Tony Ng is the Joint Head of School of Cancer & Pharmaceutical Sciences/Richard Dimbleby Professor of Cancer Research, King’s College London and Professor of Molecular Oncology at University College London (UCL) Cancer Institute. He has a mix of training/expertise in medicine, immunology, cancer cell biology, biochemistry, optical imaging and cell biophysics. Most recently he has also expanded his imaging repertoire to the development of radionuclide imaging tracers against targeted molecules.
He has directed the CRUK-funded KCL-UCL Comprehensive Cancer Imaging Centre since 2008. The central mission is to deliver a coherent & translationally oriented Imaging-OMIC combination approach for clinical studies. Tissue and circulating exosome based omics have been combined successfully with the use of clinical imaging to individualise cancer treatment, especially in the context of human epidermal growth factor receptor (HER) targeted treatments. His team has recently shown in a Phase II head and neck anti-HER cancer therapy trial, that exosomal HER receptor measurements, which present a new way of following this receptor rewiring mechanism, can contribute significantly to the prediction of a favourable treatment response as measured by CT (RECIST) (ASCO. (2018), Journal of Clinical Oncology 36: Suppl 6043).
In addition, he leads the Tumour Immunology imaging project within the Breast Cancer Now Unit at KCL. He is also the Joint lead for the Cross-Disciplinary approaches enhancing biotherapeutics Theme of the newly formed UCL-Barts-King’s-Crick CRUK Major Centre/City of London Centre.
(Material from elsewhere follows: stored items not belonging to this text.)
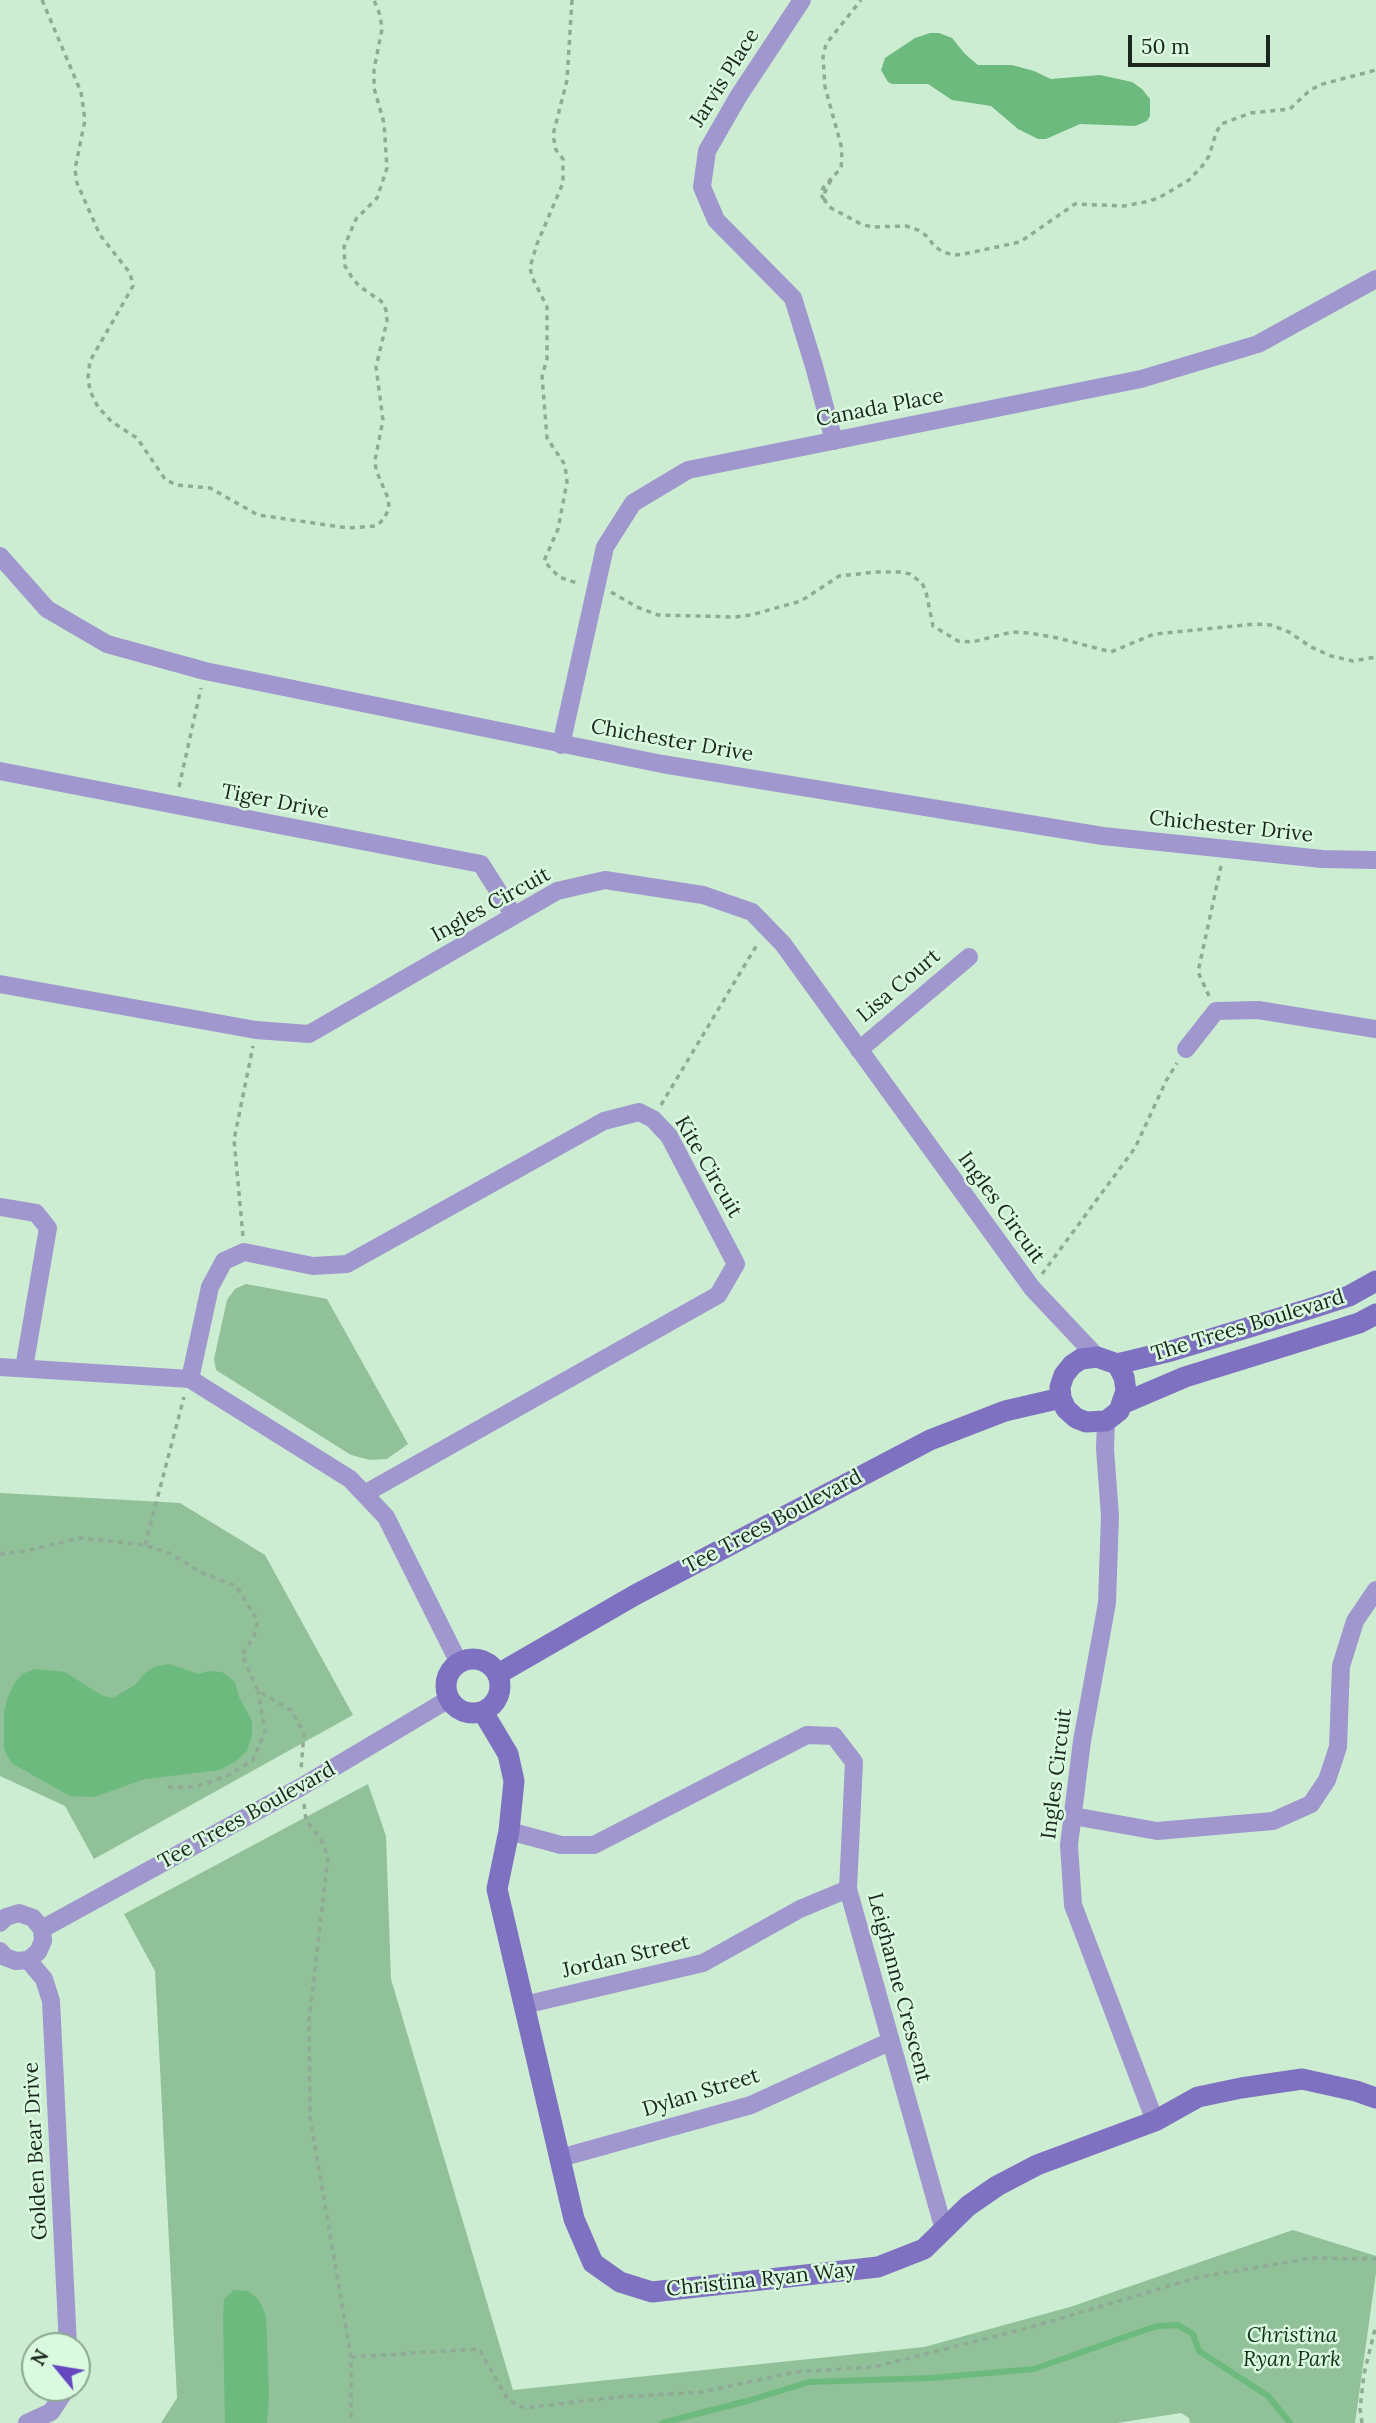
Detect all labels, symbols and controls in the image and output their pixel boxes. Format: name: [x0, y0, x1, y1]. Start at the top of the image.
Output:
scale bar: [1131, 21, 1273, 65]
street label: Jarvis Place: [685, 24, 765, 132]
text: 50 m: [1141, 33, 1190, 60]
street label: Canada Place: [814, 383, 946, 433]
street label: Chichester Drive: [589, 714, 755, 768]
street label: Tiger Drive: [219, 779, 331, 825]
street label: Chichester Drive: [1148, 806, 1314, 848]
street label: Ingles Circuit: [427, 862, 555, 948]
street label: Lisa Court: [852, 944, 946, 1028]
street label: Kite Circuit: [669, 1112, 747, 1222]
street label: Ingles Circuit: [952, 1147, 1050, 1269]
street label: The Trees Boulevard: [1148, 1285, 1348, 1367]
street label: Tee Trees Boulevard: [680, 1464, 866, 1580]
street label: Ingles Circuit: [1036, 1707, 1078, 1841]
street label: Tee Trees Boulevard: [154, 1757, 340, 1875]
street label: Leighanne Crescent: [862, 1890, 936, 2086]
street label: Jordan Street: [560, 1930, 692, 1984]
street label: Golden Bear Drive: [19, 2061, 53, 2241]
street label: Dylan Street: [639, 2063, 763, 2123]
street label: Christina Ryan Way: [665, 2258, 857, 2302]
park label: Christina Ryan Park: [1243, 2323, 1341, 2373]
north arrow: [21, 2332, 91, 2402]
text: N: [25, 2345, 54, 2370]

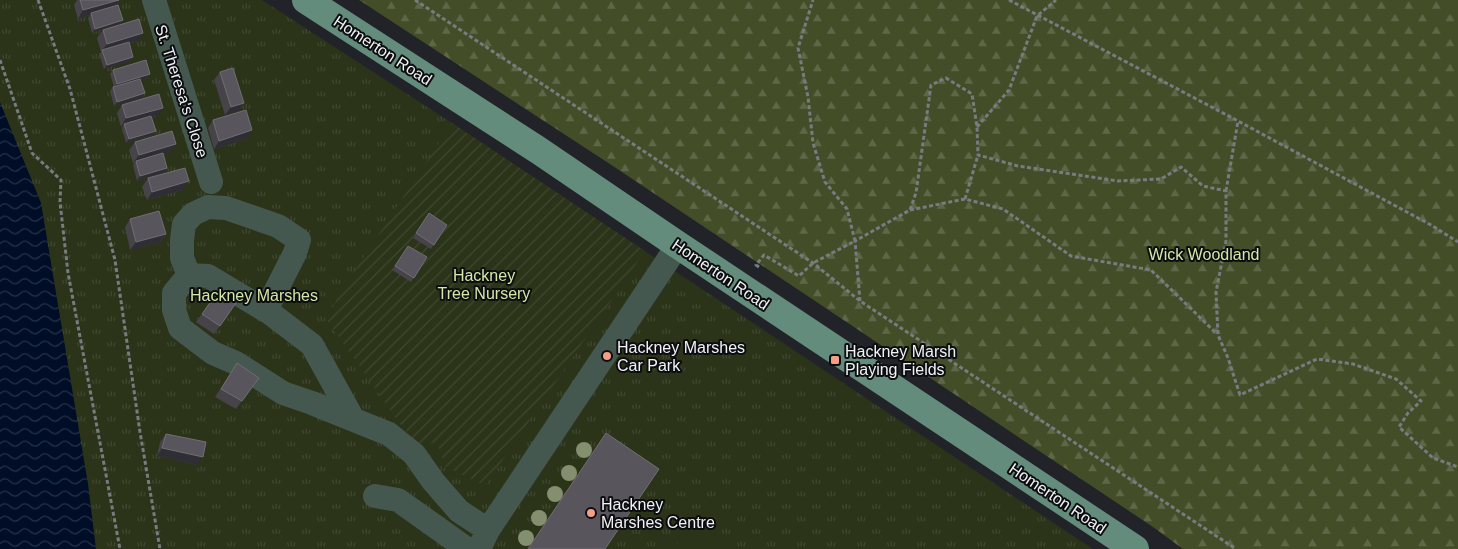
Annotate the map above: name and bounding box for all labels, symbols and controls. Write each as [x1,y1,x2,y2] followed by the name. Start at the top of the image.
[331,13,435,88] street label: Homerton Road
[152,23,211,160] street label: St. Theresa's Close
[669,236,772,313] street label: Homerton Road
[1149,246,1259,263] park label: Wick Woodland
[438,267,530,302] park label: Hackney Tree Nursery
[190,287,318,304] park label: Hackney Marshes
[617,339,745,374] place label: Hackney Marshes Car Park
[845,343,956,378] place label: Hackney Marsh Playing Fields
[601,350,613,362] marker: Hackney Marshes Car Park
[829,354,841,366] marker: Hackney Marsh Playing Fields
[1006,460,1109,537] street label: Homerton Road
[601,496,715,531] place label: Hackney Marshes Centre
[585,507,597,519] marker: Hackney Marshes Centre

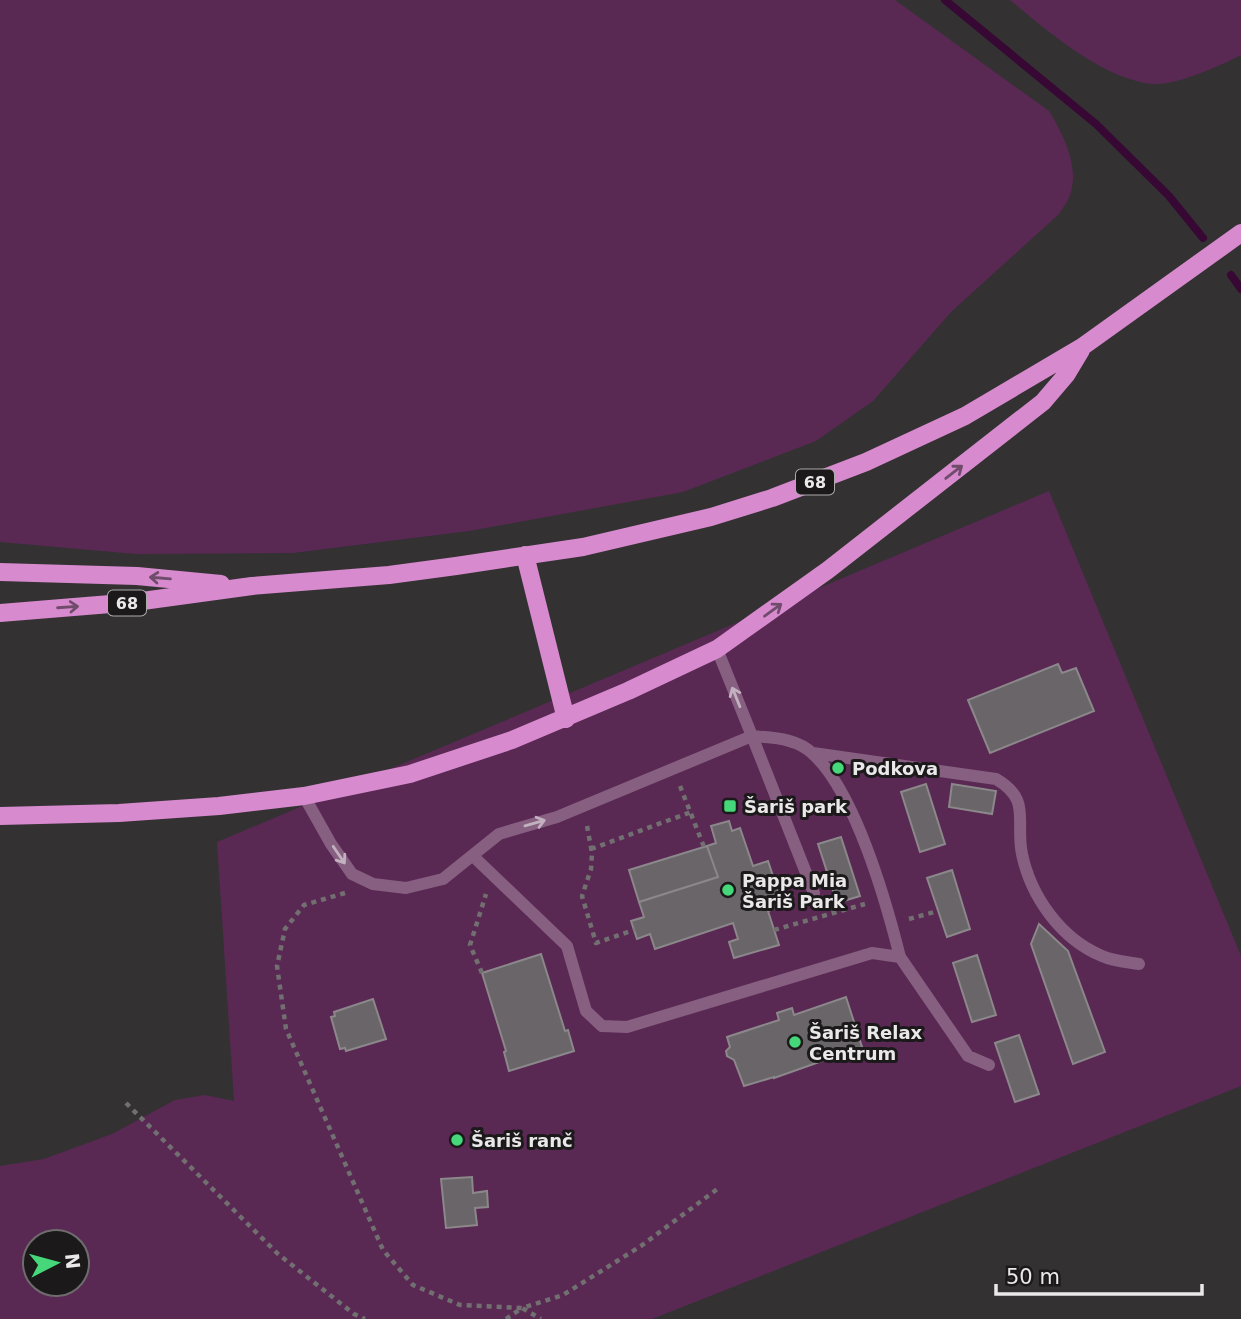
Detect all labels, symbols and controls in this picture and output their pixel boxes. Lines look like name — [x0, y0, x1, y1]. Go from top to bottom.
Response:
one-way arrow — [944, 465, 963, 480]
road number: 68 — [796, 470, 834, 495]
one-way arrow — [149, 571, 172, 584]
road number: 68 — [108, 590, 146, 616]
one-way arrow — [56, 601, 79, 614]
one-way arrow — [763, 603, 782, 617]
one-way arrow — [729, 687, 742, 708]
place label: Podkova — [852, 758, 938, 779]
marker: Podkova — [830, 760, 846, 776]
place label: Šariš park — [744, 796, 848, 817]
marker: Šariš park — [722, 798, 738, 814]
one-way arrow — [524, 815, 546, 828]
one-way arrow — [332, 845, 346, 864]
place label: Pappa Mia Šariš Park — [742, 870, 847, 912]
marker: Pappa Mia Šariš Park — [720, 882, 736, 898]
place label: Šariš Relax Centrum — [809, 1022, 923, 1064]
marker: Šariš Relax Centrum — [787, 1034, 803, 1050]
place label: Šariš ranč — [471, 1130, 573, 1151]
marker: Šariš ranč — [449, 1132, 465, 1148]
north arrow — [21, 1228, 91, 1298]
text: N — [61, 1252, 85, 1270]
scale bar — [996, 1252, 1202, 1296]
text: 50 m — [1006, 1265, 1060, 1289]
His team demonstrated in breast and lung cancers that exosomal PD-L1 is part of a tightly regulated immune surveillance mechanism linking exosomal measurements in the blood to direct cell-cell immunosuppressive interactions (Cell reports. 2018;24:630-641).
For his multidisciplinary research contribution in cancer he was elected to the Academy of Medical Sciences as a Fellow (FMedSci). in 2013 and was elected as a Fellow of the European Academy of Cancer Sciences in 2017.